PROMPT: Images stay out; everything else in the records is to be set down exactly.

SOURCE MATERIAL:
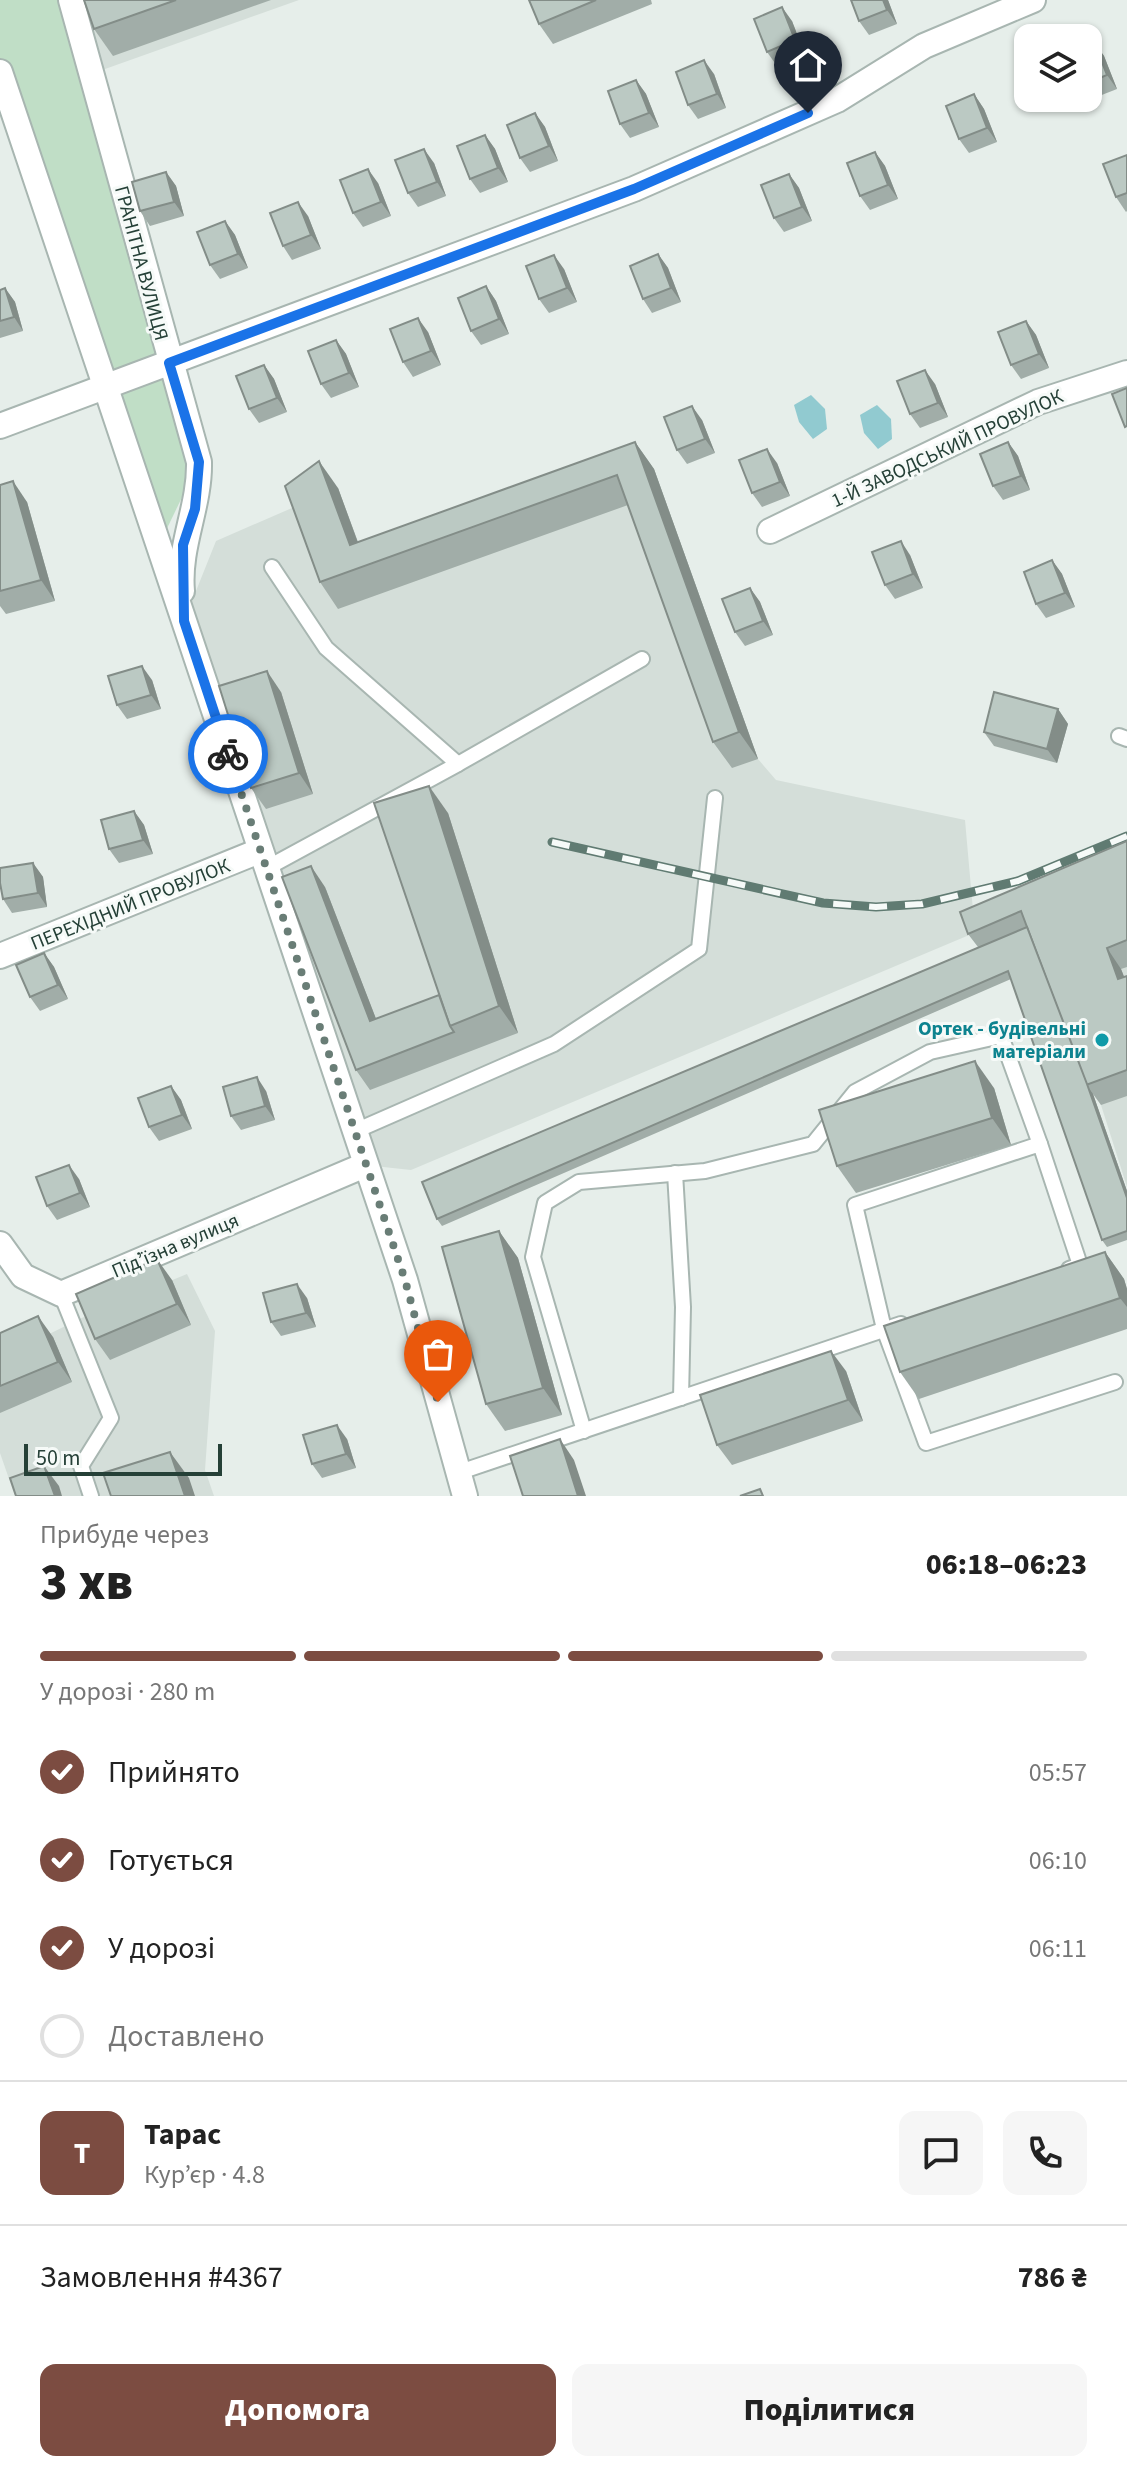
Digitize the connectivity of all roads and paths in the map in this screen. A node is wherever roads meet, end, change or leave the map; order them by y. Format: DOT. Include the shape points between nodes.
graph roads {
  1 [pos="71,0"];
  2 [pos="1033,0"];
  3 [pos="0,72"];
  4 [pos="169,363"];
  5 [pos="1127,373"];
  6 [pos="107,386"];
  7 [pos="0,426"];
  8 [pos="770,531"];
  9 [pos="272,567"];
  10 [pos="184,621"];
  11 [pos="642,659"];
  12 [pos="458,764"];
  13 [pos="715,798"];
  14 [pos="262,860"];
  15 [pos="0,956"];
  16 [pos="353,1132"];
  17 [pos="1040,1144"];
  18 [pos="365,1165"];
  19 [pos="675,1173"];
  20 [pos="0,1244"];
  21 [pos="1050,1275"];
  22 [pos="61,1294"];
  23 [pos="914,1319"];
  24 [pos="884,1329"];
  25 [pos="1115,1382"];
  26 [pos="681,1398"];
  27 [pos="584,1431"];
  28 [pos="461,1484"];
  29 [pos="91,1496"];
  1 -- 4 [label="street, ГРАНІТНА ВУЛИЦЯ"];
  2 -- 4 [label="street" via="924,46 837,100 634,189"];
  3 -- 6 [label="street, ГРАНІТНА ВУЛИЦЯ"];
  4 -- 6 [label="street"];
  4 -- 10 [label="street, ГРАНІТНА ВУЛИЦЯ" via="199,462 195,509 183,545"];
  5 -- 8 [label="street, 1-Й ЗАВОДСЬКИЙ ПРОВУЛОК" via="1038,402"];
  6 -- 7 [label="street"];
  6 -- 10 [label="street, ГРАНІТНА ВУЛИЦЯ"];
  9 -- 12 [label="lane" via="326,648"];
  10 -- 14 [label="street, ГРАНІТНА ВУЛИЦЯ"];
  11 -- 12 [label="lane"];
  12 -- 14 [label="lane"];
  13 -- 16 [label="lane" via="699,949 554,1044"];
  14 -- 15 [label="street, ПЕРЕХІДНИЙ ПРОВУЛОК"];
  14 -- 16 [label="street, ГРАНІТНА ВУЛИЦЯ"];
  16 -- 18 [label="street, ГРАНІТНА ВУЛИЦЯ"];
  17 -- 19 [label="lane" via="1001,1036 930,1052 855,1092 813,1144 705,1171"];
  17 -- 21 [label="lane" via="1080,1265"];
  17 -- 24 [label="lane" via="855,1205"];
  18 -- 22 [label="street, Підʼїзна вулиця"];
  18 -- 28 [label="street, ГРАНІТНА ВУЛИЦЯ" via="405,1280"];
  19 -- 26 [label="lane" via="683,1307"];
  19 -- 27 [label="lane" via="579,1182 545,1203 533,1257"];
  20 -- 22 [label="street" via="23,1276"];
  22 -- 29 [label="lane" via="111,1418 81,1466"];
  23 -- 24 [label="lane"];
  24 -- 25 [label="lane" via="926,1443"];
  24 -- 26 [label="lane"];
  26 -- 27 [label="lane"];
  27 -- 28 [label="lane"];
}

RESULT OF THE TASK:
Digitize the connectivity of all roads and paths in the map in this screen. A node is wherever roads meet, end, change or leave the map; order them by y. Format: DOT. Include the shape points between nodes.
graph roads {
  1 [pos="71,0"];
  2 [pos="1033,0"];
  3 [pos="0,72"];
  4 [pos="169,363"];
  5 [pos="1127,373"];
  6 [pos="107,386"];
  7 [pos="0,426"];
  8 [pos="770,531"];
  9 [pos="272,567"];
  10 [pos="184,621"];
  11 [pos="642,659"];
  12 [pos="458,764"];
  13 [pos="715,798"];
  14 [pos="262,860"];
  15 [pos="0,956"];
  16 [pos="353,1132"];
  17 [pos="1040,1144"];
  18 [pos="365,1165"];
  19 [pos="675,1173"];
  20 [pos="0,1244"];
  21 [pos="1050,1275"];
  22 [pos="61,1294"];
  23 [pos="914,1319"];
  24 [pos="884,1329"];
  25 [pos="1115,1382"];
  26 [pos="681,1398"];
  27 [pos="584,1431"];
  28 [pos="461,1484"];
  29 [pos="91,1496"];
  1 -- 4 [label="street, ГРАНІТНА ВУЛИЦЯ"];
  2 -- 4 [label="street" via="924,46 837,100 634,189"];
  3 -- 6 [label="street, ГРАНІТНА ВУЛИЦЯ"];
  4 -- 6 [label="street"];
  4 -- 10 [label="street, ГРАНІТНА ВУЛИЦЯ" via="199,462 195,509 183,545"];
  5 -- 8 [label="street, 1-Й ЗАВОДСЬКИЙ ПРОВУЛОК" via="1038,402"];
  6 -- 7 [label="street"];
  6 -- 10 [label="street, ГРАНІТНА ВУЛИЦЯ"];
  9 -- 12 [label="lane" via="326,648"];
  10 -- 14 [label="street, ГРАНІТНА ВУЛИЦЯ"];
  11 -- 12 [label="lane"];
  12 -- 14 [label="lane"];
  13 -- 16 [label="lane" via="699,949 554,1044"];
  14 -- 15 [label="street, ПЕРЕХІДНИЙ ПРОВУЛОК"];
  14 -- 16 [label="street, ГРАНІТНА ВУЛИЦЯ"];
  16 -- 18 [label="street, ГРАНІТНА ВУЛИЦЯ"];
  17 -- 19 [label="lane" via="1001,1036 930,1052 855,1092 813,1144 705,1171"];
  17 -- 21 [label="lane" via="1080,1265"];
  17 -- 24 [label="lane" via="855,1205"];
  18 -- 22 [label="street, Підʼїзна вулиця"];
  18 -- 28 [label="street, ГРАНІТНА ВУЛИЦЯ" via="405,1280"];
  19 -- 26 [label="lane" via="683,1307"];
  19 -- 27 [label="lane" via="579,1182 545,1203 533,1257"];
  20 -- 22 [label="street" via="23,1276"];
  22 -- 29 [label="lane" via="111,1418 81,1466"];
  23 -- 24 [label="lane"];
  24 -- 25 [label="lane" via="926,1443"];
  24 -- 26 [label="lane"];
  26 -- 27 [label="lane"];
  27 -- 28 [label="lane"];
}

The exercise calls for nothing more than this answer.